The arrival of summer means swimming, whether it’s at a beach or in a river or pool. By knowing what to do in the case of a drowning emergency, you can empower yourself.
How to know if someone is drowning:
We usually think that someone drowning would be kicking and screaming, attracting attention and crying for help. This is usually not the case, as the person might already be unconscious and not making an effort to stay afloat any longer. Here is how to spot an emergency:
- The swimmer’s head will be under the water, with the mouth close to the surface.
- The swimmer’s head will be tilting backwards, with the mouth open.
- The swimmer’s arms will be stretched to the side and the legs will be motionless.
- The swimmer will not flick any hair out of their face.
When you spot an emergency, do the following:
- If you notice one or two of the above signs in a swimmer, do not waste any time. Try to grab the swimmer’s attention. If he or she doesn’t respond, it’s time to act fast.
- Call for help if you are not strong enough to swim to the victim yourself. Only go into the water if you are perfectly capable of swimming.
- If the swimmer is now completely under the water, grab the person by the hand, armpits or hair once you are within reach. If possible, push yourself hard from the bottom of the pool or seabed to gain strength and momentum. Once you are in control and have the person in your grip, get their head above the surface of the water as soon as possible.

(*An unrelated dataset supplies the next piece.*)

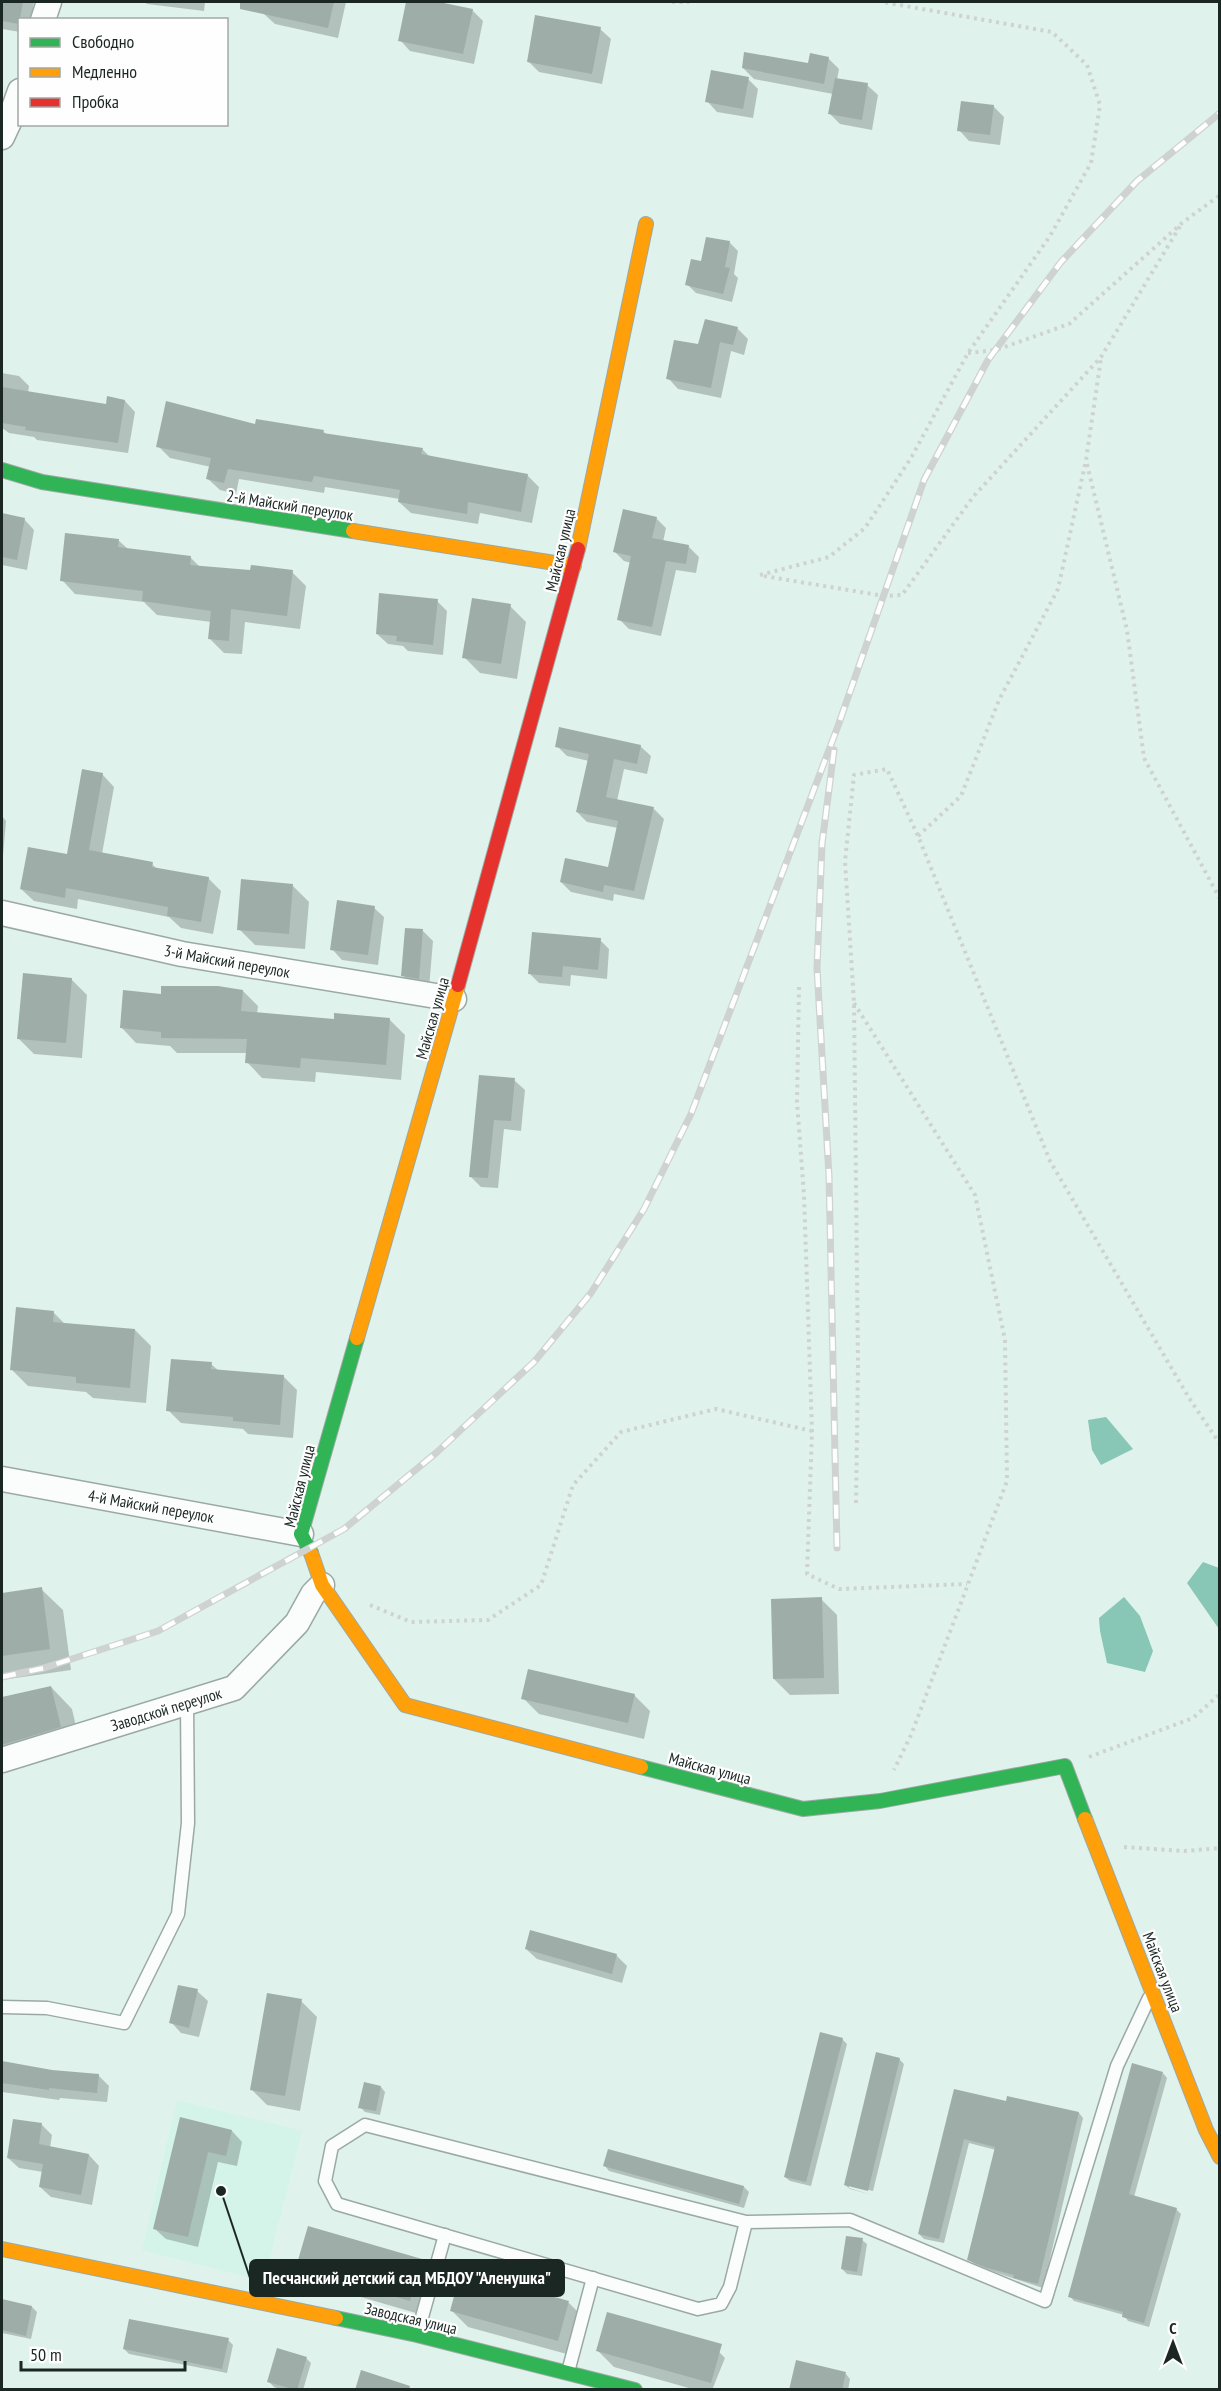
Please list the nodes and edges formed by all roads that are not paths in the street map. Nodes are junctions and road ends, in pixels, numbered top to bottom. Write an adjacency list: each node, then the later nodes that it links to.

- Get the swimmer to the shore or out of the pool as quickly as possible. If a broken neck or spine is suspected (in the case of dangerous dives), the person should be placed on a flat board or stretcher.
- If you don’t suspect a neck or spine fracture, lay the person over your knee on their stomach so that water can be cleared out of the nose and throat. Ensure that there are no foreign objects, mucus or vomit in the mouth and call an ambulance immediately.
- In the meantime, check for a pulse, whether the pupils of the eyes react to light and whether breathing is possible. Start CPR and continue until the ambulance arrives or the person starts to breathe.
Remember that these are only the primary steps to be taken in an emergency. It is imperative to call an ambulance or paramedics.
General swimming safety tips:
- Never leave young children unattended around the pool or in the ocean.
- When at the beach, always listen to the lifeguards and take note of irregular tides.
- Keep the area around the swimming pool clear from debris and obstacles that can cause someone to slip or get injured.
- Do not push yourself to the limit, whether it’s in the ocean or the pool. Even the strongest swimmer can get into trouble.
- Never swim at remote beaches. Stick to guarded beaches and swim in the designated areas.
- Never rely on floating aids as life jackets for safety.
- Ensure the safety of your family by making your children familiar with water and swimming from a young age.